DATA FOR REVIEW =>
::::::::

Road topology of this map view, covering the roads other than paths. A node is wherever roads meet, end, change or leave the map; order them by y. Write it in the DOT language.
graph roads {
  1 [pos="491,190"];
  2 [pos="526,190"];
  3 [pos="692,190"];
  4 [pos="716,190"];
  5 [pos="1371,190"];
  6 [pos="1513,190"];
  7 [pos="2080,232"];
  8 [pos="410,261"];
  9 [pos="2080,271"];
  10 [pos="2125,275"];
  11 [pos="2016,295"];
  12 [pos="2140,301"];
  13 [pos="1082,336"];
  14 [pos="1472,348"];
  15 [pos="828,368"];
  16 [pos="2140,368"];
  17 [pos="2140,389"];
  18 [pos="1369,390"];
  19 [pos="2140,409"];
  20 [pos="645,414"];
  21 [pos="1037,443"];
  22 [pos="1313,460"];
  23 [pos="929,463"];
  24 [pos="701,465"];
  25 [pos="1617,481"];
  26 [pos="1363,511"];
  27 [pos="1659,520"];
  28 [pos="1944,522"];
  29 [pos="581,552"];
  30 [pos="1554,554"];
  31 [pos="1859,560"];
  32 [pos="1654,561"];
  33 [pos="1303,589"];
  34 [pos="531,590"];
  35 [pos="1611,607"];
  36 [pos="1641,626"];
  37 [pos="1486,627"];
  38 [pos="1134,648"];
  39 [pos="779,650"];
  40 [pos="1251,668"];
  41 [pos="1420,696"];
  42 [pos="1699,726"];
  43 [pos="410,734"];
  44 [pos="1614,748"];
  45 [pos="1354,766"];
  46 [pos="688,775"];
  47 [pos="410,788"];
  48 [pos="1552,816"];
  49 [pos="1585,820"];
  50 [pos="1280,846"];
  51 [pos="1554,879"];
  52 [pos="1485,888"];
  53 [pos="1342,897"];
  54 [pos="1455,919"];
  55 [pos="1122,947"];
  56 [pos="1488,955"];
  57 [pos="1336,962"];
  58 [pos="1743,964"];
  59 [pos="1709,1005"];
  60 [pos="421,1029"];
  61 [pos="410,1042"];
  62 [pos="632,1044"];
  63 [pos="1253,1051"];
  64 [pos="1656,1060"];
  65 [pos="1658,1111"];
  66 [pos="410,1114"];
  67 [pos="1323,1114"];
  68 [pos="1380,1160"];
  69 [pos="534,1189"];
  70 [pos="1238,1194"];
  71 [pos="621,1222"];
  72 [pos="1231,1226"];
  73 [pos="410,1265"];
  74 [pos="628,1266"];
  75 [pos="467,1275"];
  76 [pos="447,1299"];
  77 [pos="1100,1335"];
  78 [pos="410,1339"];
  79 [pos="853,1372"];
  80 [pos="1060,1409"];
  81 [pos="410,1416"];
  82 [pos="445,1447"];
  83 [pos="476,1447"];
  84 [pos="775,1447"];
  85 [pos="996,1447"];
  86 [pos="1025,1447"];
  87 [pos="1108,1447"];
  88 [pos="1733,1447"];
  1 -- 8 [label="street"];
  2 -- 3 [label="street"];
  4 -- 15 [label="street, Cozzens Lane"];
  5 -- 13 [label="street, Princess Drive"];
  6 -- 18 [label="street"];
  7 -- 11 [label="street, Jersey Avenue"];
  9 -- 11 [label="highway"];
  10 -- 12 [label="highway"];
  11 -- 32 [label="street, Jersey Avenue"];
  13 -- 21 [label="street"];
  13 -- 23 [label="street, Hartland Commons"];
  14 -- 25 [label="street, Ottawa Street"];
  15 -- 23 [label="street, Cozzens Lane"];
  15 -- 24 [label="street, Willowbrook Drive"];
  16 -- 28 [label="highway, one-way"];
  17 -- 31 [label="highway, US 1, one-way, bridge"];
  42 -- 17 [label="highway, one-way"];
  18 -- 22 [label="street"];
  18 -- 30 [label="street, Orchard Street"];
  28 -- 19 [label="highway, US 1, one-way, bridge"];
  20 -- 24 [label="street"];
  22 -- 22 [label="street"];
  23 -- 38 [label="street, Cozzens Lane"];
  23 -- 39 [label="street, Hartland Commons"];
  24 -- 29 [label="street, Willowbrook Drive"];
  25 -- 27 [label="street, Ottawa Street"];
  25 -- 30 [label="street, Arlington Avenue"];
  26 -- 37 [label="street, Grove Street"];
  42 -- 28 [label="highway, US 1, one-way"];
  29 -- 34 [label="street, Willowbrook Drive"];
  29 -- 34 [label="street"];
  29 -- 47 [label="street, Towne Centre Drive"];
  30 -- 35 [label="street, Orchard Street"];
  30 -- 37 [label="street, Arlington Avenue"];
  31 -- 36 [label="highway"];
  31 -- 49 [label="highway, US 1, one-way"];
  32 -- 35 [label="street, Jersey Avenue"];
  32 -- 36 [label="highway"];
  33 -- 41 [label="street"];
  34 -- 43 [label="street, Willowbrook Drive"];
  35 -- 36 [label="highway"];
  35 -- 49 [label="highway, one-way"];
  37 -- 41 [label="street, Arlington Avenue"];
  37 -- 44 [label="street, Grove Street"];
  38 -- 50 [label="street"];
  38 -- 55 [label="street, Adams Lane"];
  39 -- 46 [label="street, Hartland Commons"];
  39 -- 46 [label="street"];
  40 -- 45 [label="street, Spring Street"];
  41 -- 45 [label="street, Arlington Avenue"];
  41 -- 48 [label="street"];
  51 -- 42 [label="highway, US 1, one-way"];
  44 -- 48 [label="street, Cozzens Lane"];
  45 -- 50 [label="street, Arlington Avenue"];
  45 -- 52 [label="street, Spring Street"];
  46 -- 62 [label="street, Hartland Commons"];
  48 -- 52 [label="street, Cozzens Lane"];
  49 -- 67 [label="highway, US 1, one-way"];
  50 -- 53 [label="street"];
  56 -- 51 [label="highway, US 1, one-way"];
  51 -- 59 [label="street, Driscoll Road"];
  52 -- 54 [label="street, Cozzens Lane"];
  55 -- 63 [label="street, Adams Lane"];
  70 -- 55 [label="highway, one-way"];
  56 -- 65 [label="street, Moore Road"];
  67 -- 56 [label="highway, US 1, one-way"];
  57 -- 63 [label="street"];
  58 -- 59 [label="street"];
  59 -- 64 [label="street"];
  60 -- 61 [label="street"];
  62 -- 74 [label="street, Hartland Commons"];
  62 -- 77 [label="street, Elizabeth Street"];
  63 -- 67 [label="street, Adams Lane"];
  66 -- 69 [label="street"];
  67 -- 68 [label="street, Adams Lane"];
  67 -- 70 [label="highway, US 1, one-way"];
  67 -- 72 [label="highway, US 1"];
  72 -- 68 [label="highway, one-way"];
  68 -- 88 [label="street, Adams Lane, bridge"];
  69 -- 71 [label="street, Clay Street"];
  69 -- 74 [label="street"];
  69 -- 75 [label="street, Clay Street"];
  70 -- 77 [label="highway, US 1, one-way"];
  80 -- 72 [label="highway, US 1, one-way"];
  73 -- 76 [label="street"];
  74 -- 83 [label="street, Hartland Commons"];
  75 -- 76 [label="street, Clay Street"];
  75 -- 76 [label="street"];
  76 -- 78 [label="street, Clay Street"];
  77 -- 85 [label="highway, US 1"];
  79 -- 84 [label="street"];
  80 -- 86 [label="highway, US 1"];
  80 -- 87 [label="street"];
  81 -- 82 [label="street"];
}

::::::::

Each line above must be returned exactly as written.

REPLY =>
Road topology of this map view, covering the roads other than paths. A node is wherever roads meet, end, change or leave the map; order them by y. Write it in the DOT language.
graph roads {
  1 [pos="491,190"];
  2 [pos="526,190"];
  3 [pos="692,190"];
  4 [pos="716,190"];
  5 [pos="1371,190"];
  6 [pos="1513,190"];
  7 [pos="2080,232"];
  8 [pos="410,261"];
  9 [pos="2080,271"];
  10 [pos="2125,275"];
  11 [pos="2016,295"];
  12 [pos="2140,301"];
  13 [pos="1082,336"];
  14 [pos="1472,348"];
  15 [pos="828,368"];
  16 [pos="2140,368"];
  17 [pos="2140,389"];
  18 [pos="1369,390"];
  19 [pos="2140,409"];
  20 [pos="645,414"];
  21 [pos="1037,443"];
  22 [pos="1313,460"];
  23 [pos="929,463"];
  24 [pos="701,465"];
  25 [pos="1617,481"];
  26 [pos="1363,511"];
  27 [pos="1659,520"];
  28 [pos="1944,522"];
  29 [pos="581,552"];
  30 [pos="1554,554"];
  31 [pos="1859,560"];
  32 [pos="1654,561"];
  33 [pos="1303,589"];
  34 [pos="531,590"];
  35 [pos="1611,607"];
  36 [pos="1641,626"];
  37 [pos="1486,627"];
  38 [pos="1134,648"];
  39 [pos="779,650"];
  40 [pos="1251,668"];
  41 [pos="1420,696"];
  42 [pos="1699,726"];
  43 [pos="410,734"];
  44 [pos="1614,748"];
  45 [pos="1354,766"];
  46 [pos="688,775"];
  47 [pos="410,788"];
  48 [pos="1552,816"];
  49 [pos="1585,820"];
  50 [pos="1280,846"];
  51 [pos="1554,879"];
  52 [pos="1485,888"];
  53 [pos="1342,897"];
  54 [pos="1455,919"];
  55 [pos="1122,947"];
  56 [pos="1488,955"];
  57 [pos="1336,962"];
  58 [pos="1743,964"];
  59 [pos="1709,1005"];
  60 [pos="421,1029"];
  61 [pos="410,1042"];
  62 [pos="632,1044"];
  63 [pos="1253,1051"];
  64 [pos="1656,1060"];
  65 [pos="1658,1111"];
  66 [pos="410,1114"];
  67 [pos="1323,1114"];
  68 [pos="1380,1160"];
  69 [pos="534,1189"];
  70 [pos="1238,1194"];
  71 [pos="621,1222"];
  72 [pos="1231,1226"];
  73 [pos="410,1265"];
  74 [pos="628,1266"];
  75 [pos="467,1275"];
  76 [pos="447,1299"];
  77 [pos="1100,1335"];
  78 [pos="410,1339"];
  79 [pos="853,1372"];
  80 [pos="1060,1409"];
  81 [pos="410,1416"];
  82 [pos="445,1447"];
  83 [pos="476,1447"];
  84 [pos="775,1447"];
  85 [pos="996,1447"];
  86 [pos="1025,1447"];
  87 [pos="1108,1447"];
  88 [pos="1733,1447"];
  1 -- 8 [label="street"];
  2 -- 3 [label="street"];
  4 -- 15 [label="street, Cozzens Lane"];
  5 -- 13 [label="street, Princess Drive"];
  6 -- 18 [label="street"];
  7 -- 11 [label="street, Jersey Avenue"];
  9 -- 11 [label="highway"];
  10 -- 12 [label="highway"];
  11 -- 32 [label="street, Jersey Avenue"];
  13 -- 21 [label="street"];
  13 -- 23 [label="street, Hartland Commons"];
  14 -- 25 [label="street, Ottawa Street"];
  15 -- 23 [label="street, Cozzens Lane"];
  15 -- 24 [label="street, Willowbrook Drive"];
  16 -- 28 [label="highway, one-way"];
  17 -- 31 [label="highway, US 1, one-way, bridge"];
  42 -- 17 [label="highway, one-way"];
  18 -- 22 [label="street"];
  18 -- 30 [label="street, Orchard Street"];
  28 -- 19 [label="highway, US 1, one-way, bridge"];
  20 -- 24 [label="street"];
  22 -- 22 [label="street"];
  23 -- 38 [label="street, Cozzens Lane"];
  23 -- 39 [label="street, Hartland Commons"];
  24 -- 29 [label="street, Willowbrook Drive"];
  25 -- 27 [label="street, Ottawa Street"];
  25 -- 30 [label="street, Arlington Avenue"];
  26 -- 37 [label="street, Grove Street"];
  42 -- 28 [label="highway, US 1, one-way"];
  29 -- 34 [label="street, Willowbrook Drive"];
  29 -- 34 [label="street"];
  29 -- 47 [label="street, Towne Centre Drive"];
  30 -- 35 [label="street, Orchard Street"];
  30 -- 37 [label="street, Arlington Avenue"];
  31 -- 36 [label="highway"];
  31 -- 49 [label="highway, US 1, one-way"];
  32 -- 35 [label="street, Jersey Avenue"];
  32 -- 36 [label="highway"];
  33 -- 41 [label="street"];
  34 -- 43 [label="street, Willowbrook Drive"];
  35 -- 36 [label="highway"];
  35 -- 49 [label="highway, one-way"];
  37 -- 41 [label="street, Arlington Avenue"];
  37 -- 44 [label="street, Grove Street"];
  38 -- 50 [label="street"];
  38 -- 55 [label="street, Adams Lane"];
  39 -- 46 [label="street, Hartland Commons"];
  39 -- 46 [label="street"];
  40 -- 45 [label="street, Spring Street"];
  41 -- 45 [label="street, Arlington Avenue"];
  41 -- 48 [label="street"];
  51 -- 42 [label="highway, US 1, one-way"];
  44 -- 48 [label="street, Cozzens Lane"];
  45 -- 50 [label="street, Arlington Avenue"];
  45 -- 52 [label="street, Spring Street"];
  46 -- 62 [label="street, Hartland Commons"];
  48 -- 52 [label="street, Cozzens Lane"];
  49 -- 67 [label="highway, US 1, one-way"];
  50 -- 53 [label="street"];
  56 -- 51 [label="highway, US 1, one-way"];
  51 -- 59 [label="street, Driscoll Road"];
  52 -- 54 [label="street, Cozzens Lane"];
  55 -- 63 [label="street, Adams Lane"];
  70 -- 55 [label="highway, one-way"];
  56 -- 65 [label="street, Moore Road"];
  67 -- 56 [label="highway, US 1, one-way"];
  57 -- 63 [label="street"];
  58 -- 59 [label="street"];
  59 -- 64 [label="street"];
  60 -- 61 [label="street"];
  62 -- 74 [label="street, Hartland Commons"];
  62 -- 77 [label="street, Elizabeth Street"];
  63 -- 67 [label="street, Adams Lane"];
  66 -- 69 [label="street"];
  67 -- 68 [label="street, Adams Lane"];
  67 -- 70 [label="highway, US 1, one-way"];
  67 -- 72 [label="highway, US 1"];
  72 -- 68 [label="highway, one-way"];
  68 -- 88 [label="street, Adams Lane, bridge"];
  69 -- 71 [label="street, Clay Street"];
  69 -- 74 [label="street"];
  69 -- 75 [label="street, Clay Street"];
  70 -- 77 [label="highway, US 1, one-way"];
  80 -- 72 [label="highway, US 1, one-way"];
  73 -- 76 [label="street"];
  74 -- 83 [label="street, Hartland Commons"];
  75 -- 76 [label="street, Clay Street"];
  75 -- 76 [label="street"];
  76 -- 78 [label="street, Clay Street"];
  77 -- 85 [label="highway, US 1"];
  79 -- 84 [label="street"];
  80 -- 86 [label="highway, US 1"];
  80 -- 87 [label="street"];
  81 -- 82 [label="street"];
}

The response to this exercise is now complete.